» How to complete this task:
Copy out each line of the listing below that contains the word "пути".

» Input material:
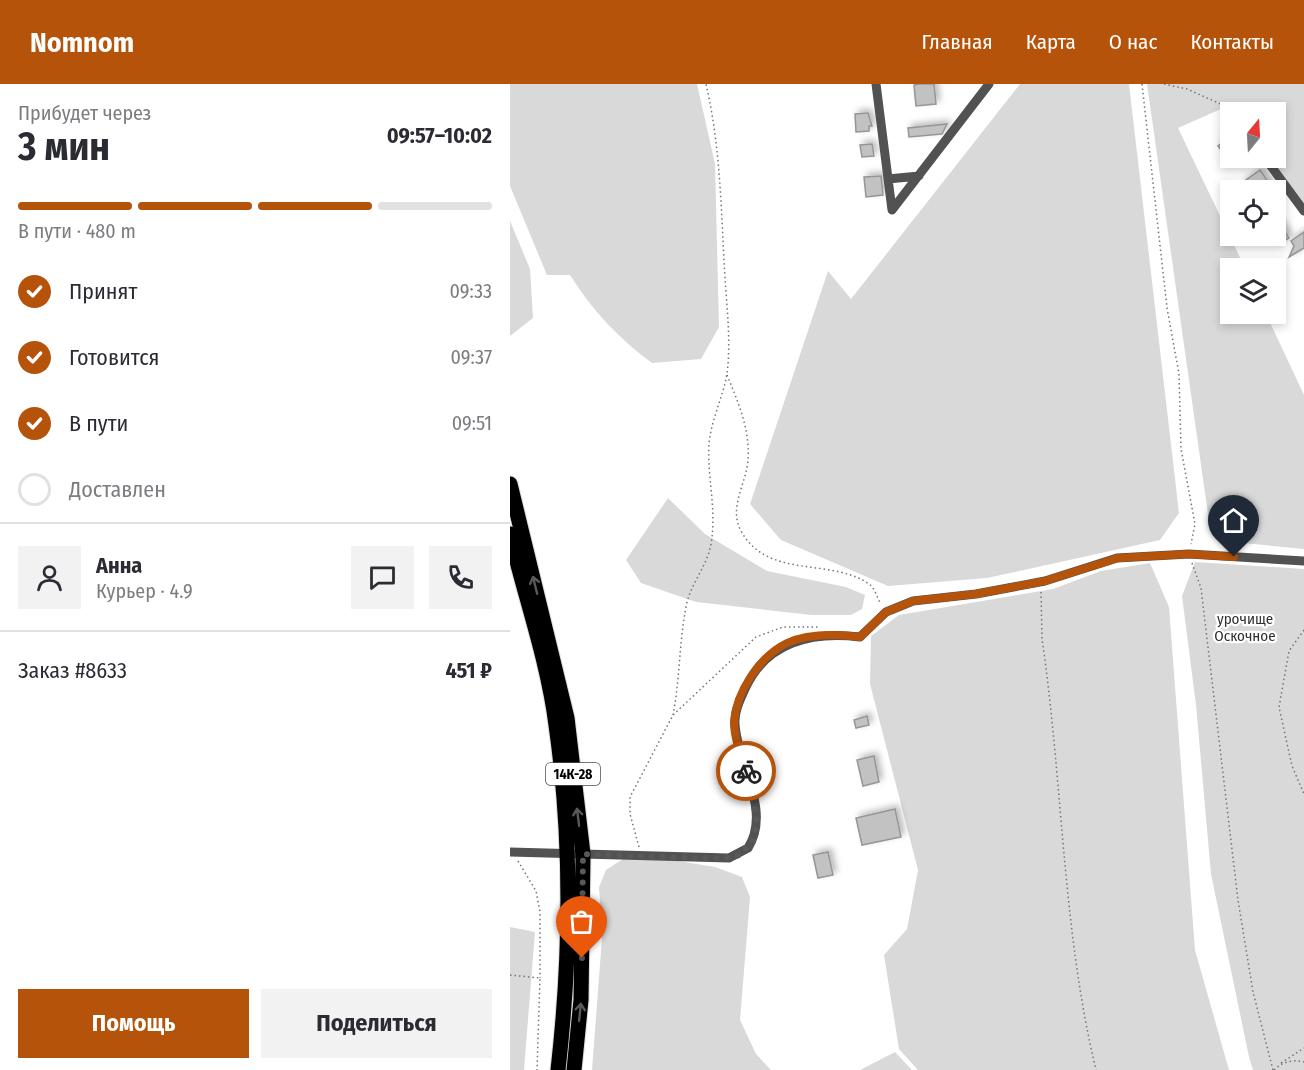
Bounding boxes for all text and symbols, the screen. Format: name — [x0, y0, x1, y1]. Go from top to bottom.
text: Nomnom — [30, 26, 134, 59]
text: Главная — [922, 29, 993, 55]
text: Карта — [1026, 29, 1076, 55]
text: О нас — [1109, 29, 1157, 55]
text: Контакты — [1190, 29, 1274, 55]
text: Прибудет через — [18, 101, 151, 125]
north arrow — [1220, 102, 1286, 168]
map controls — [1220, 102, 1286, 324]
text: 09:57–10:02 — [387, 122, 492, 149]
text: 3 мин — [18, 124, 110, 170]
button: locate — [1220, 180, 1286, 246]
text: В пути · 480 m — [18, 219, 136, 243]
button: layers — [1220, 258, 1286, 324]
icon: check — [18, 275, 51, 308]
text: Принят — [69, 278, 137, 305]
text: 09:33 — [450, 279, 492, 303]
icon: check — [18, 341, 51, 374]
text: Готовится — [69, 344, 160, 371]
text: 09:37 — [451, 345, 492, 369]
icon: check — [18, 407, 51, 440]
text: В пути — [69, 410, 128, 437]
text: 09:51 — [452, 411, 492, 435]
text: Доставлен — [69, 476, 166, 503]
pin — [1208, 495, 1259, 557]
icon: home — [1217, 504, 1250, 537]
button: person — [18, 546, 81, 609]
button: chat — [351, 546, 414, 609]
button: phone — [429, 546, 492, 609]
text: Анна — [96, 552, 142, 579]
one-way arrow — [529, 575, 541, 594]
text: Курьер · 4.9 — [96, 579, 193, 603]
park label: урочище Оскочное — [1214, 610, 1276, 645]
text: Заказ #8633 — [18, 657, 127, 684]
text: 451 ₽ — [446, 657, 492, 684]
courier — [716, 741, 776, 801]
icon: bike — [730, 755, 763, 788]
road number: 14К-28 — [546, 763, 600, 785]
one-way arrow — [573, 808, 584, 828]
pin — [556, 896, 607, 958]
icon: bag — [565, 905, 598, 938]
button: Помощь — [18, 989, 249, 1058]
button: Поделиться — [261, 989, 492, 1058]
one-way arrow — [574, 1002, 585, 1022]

» Reply:
text: В пути · 480 m — [18, 219, 136, 243]
text: В пути — [69, 410, 128, 437]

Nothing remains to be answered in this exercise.